An external computing device may connect to the computer system 100 through the network 112. In some examples, an external computing device may be an external Webserver or a cloud computing node.

[0023] It is to be understood that the block diagram of Fig. 1 is not intended to indicate that the computer system 100 is to include all of the components shown in Fig. 1. Rather, the computer system 100 can include any appropriate fewer or additional components not illustrated in Fig. 1 (e.g., additional memory components, embedded controllers, modules, additional network interfaces, etc.). Further, the embodiments described herein with respect to computer system 100 may be implemented with any appropriate logic, wherein the logic, as referred to herein, can include any suitable hardware (e.g., a processor, an embedded controller, or an application specific integrated circuit, among others), software (e.g., an application, among others), firmware, or any suitable combination of hardware, software, and firmware, in various embodiments.

[0024] Fig. 2 is a block diagram of an example system 200 for attention loss based DNN training. System 200 may be implemented in conjunction with any appropriate computer system, such as computer system 100 of Fig. 1. System 200 includes an input image 201, which is used for training DNNs 203 A-B (also referred to as DNN 203 A-B). DNNs 203 A-B may include any appropriate number of layers. DNNs 203 A-B share their weights, and the weights are updated together. The input image 201 has an associated image level label 202. DNNs 203 A-B receives the input image 201, and the various layers of DNNs 203 A-B determine feature maps 204A-B based on the input image 201. The feature maps 204A-B are provided to classifiers 205A-B. The classifiers 205A-B determine, from a predetermined number of classes, a probable class of an object depicted in the input image 201 based on the feature maps 204A-B. Classifier 205A outputs the probable class determination to cross-entropy (CE) classification loss module 206. CE classification loss module 206 also receives the image level label 202, which gives the actual class of the input image 201. The CE classification loss module 206 determines a difference between the class determination from classifier 205A and the image level label 202, and outputs a classification loss based on the determined difference to summation module 212.

[0025] Classifier 205B provides the class determination to an attention map generator 208. The attention map generator 208 may be Grad-CAM or Grad-CAM++ in some embodiments. The attention map generator 208 also receives decision information 207 from DNN 203B regarding any areas of the input image 201 that were used by

DNN203B to determine the feature maps 204B. The decision information 207 from the DNN203B may be received from a last layer of the DNN 203B in some embodiments.

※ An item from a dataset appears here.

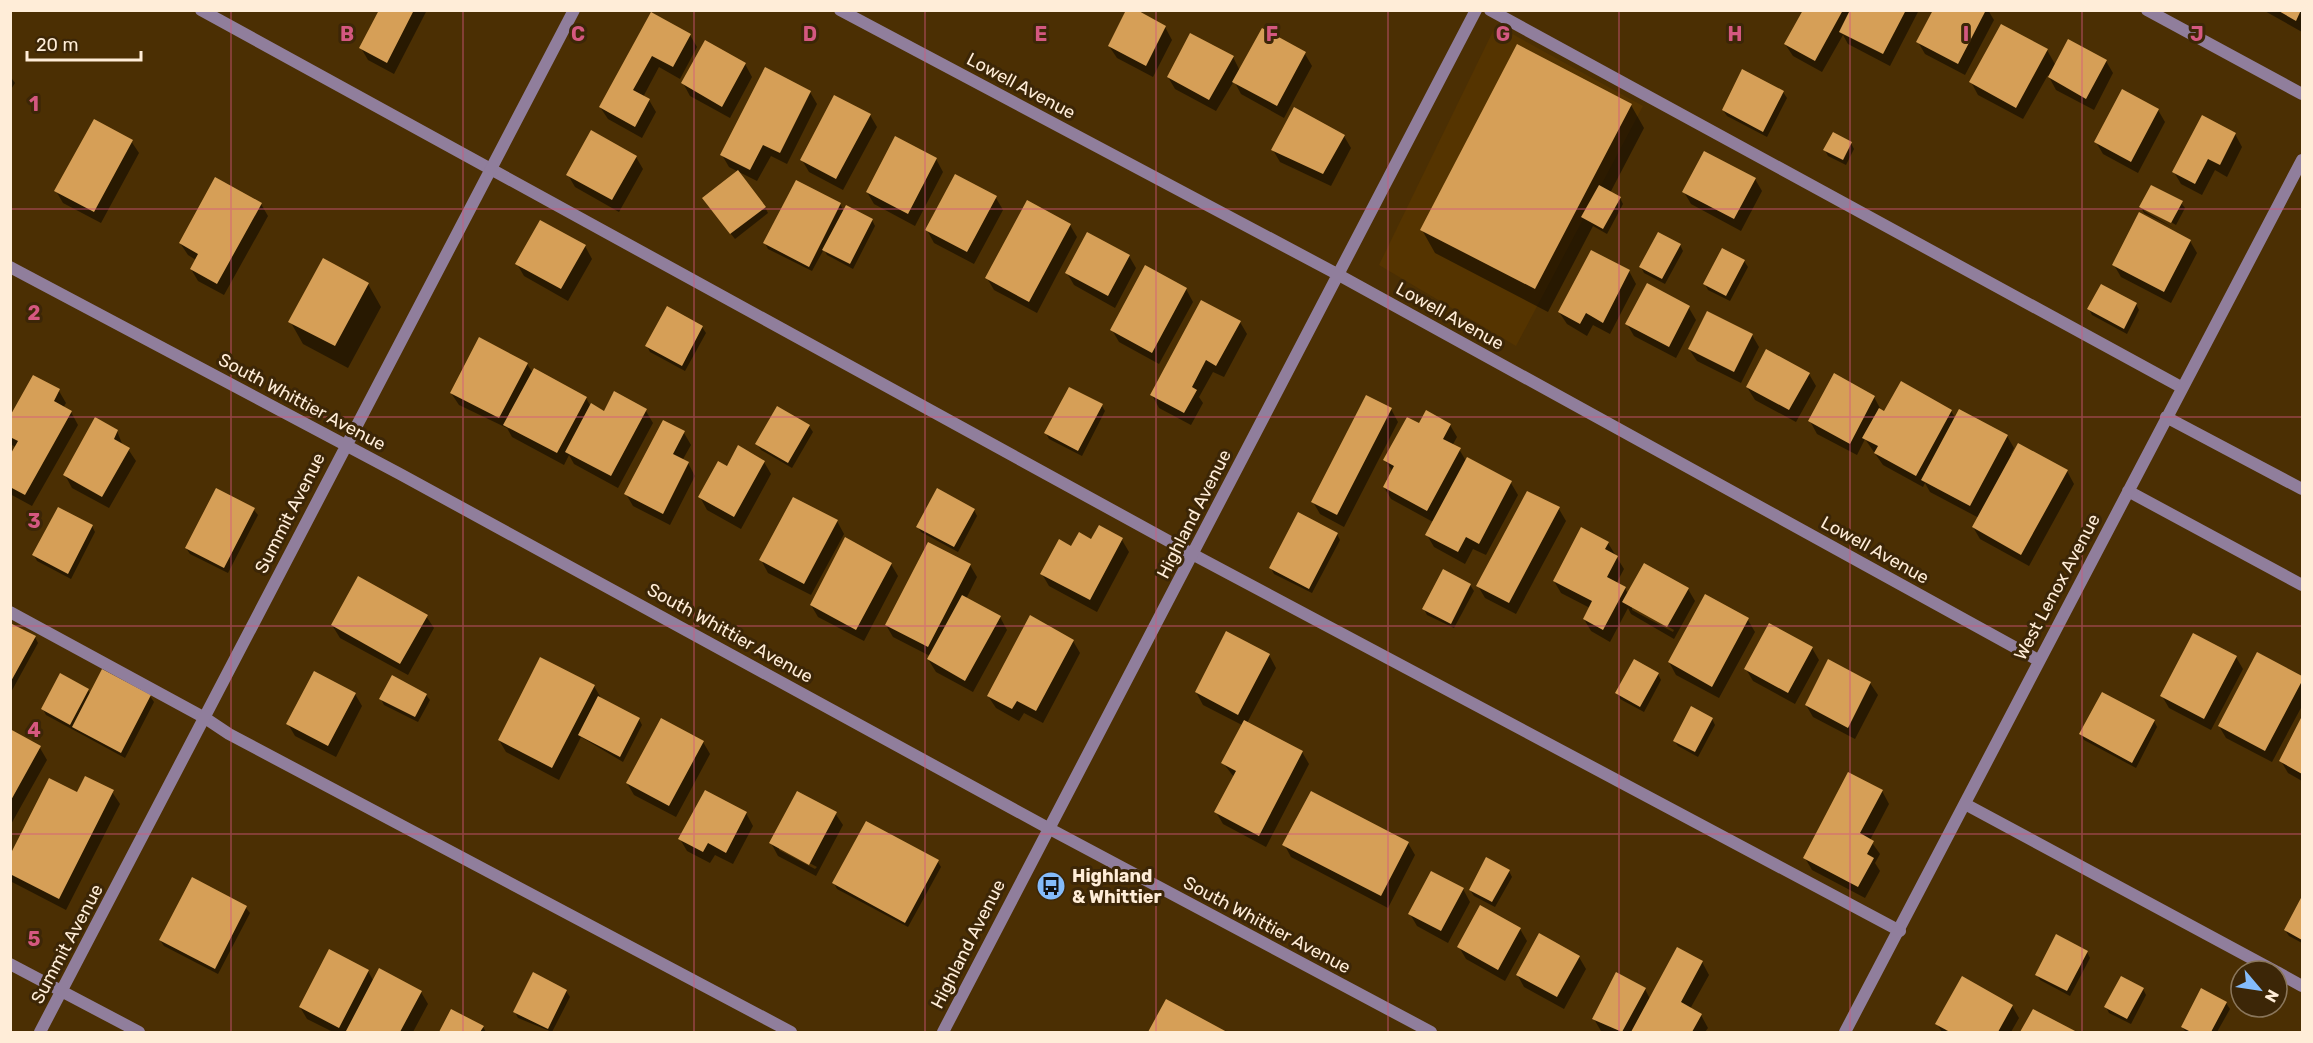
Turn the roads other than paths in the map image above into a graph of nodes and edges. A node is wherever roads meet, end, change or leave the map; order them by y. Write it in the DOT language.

The attention map generator 208 determines an attention map 209 of the input image 201, which is input to attention loss module 211. Attention loss module 211 also receives pixel level label 210, which corresponds to input image 201. Pixel level label 210 may include multiple bounding boxes, each corresponding to a relevant feature of the object in the input image 201. The attention loss module 211 determines an attention loss based on the attention map 209 and the pixel level label 210, and outputs an attention loss to summation module 212. The determination of the attention loss by attention loss module 211 may be based on application of an inverse mask of the pixel level label 210 to the attention map 209. The summation module 212 sums the classification loss from CE classification loss module 206, and the attention loss from attention loss module 211, and provides gradient backpropagation and weight update signal 213 to the DNN 203 A-B.

The weights of the DNN 203 A-B are updated based on the gradient backpropagation and weight update signal 213. A next input image 201, having a respective corresponding image level label 202 and pixel level label 210, may then be used for further training of the updated DNN 203 A-B. Fig. 2 is discussed in further detail below with respect to Fig. 3.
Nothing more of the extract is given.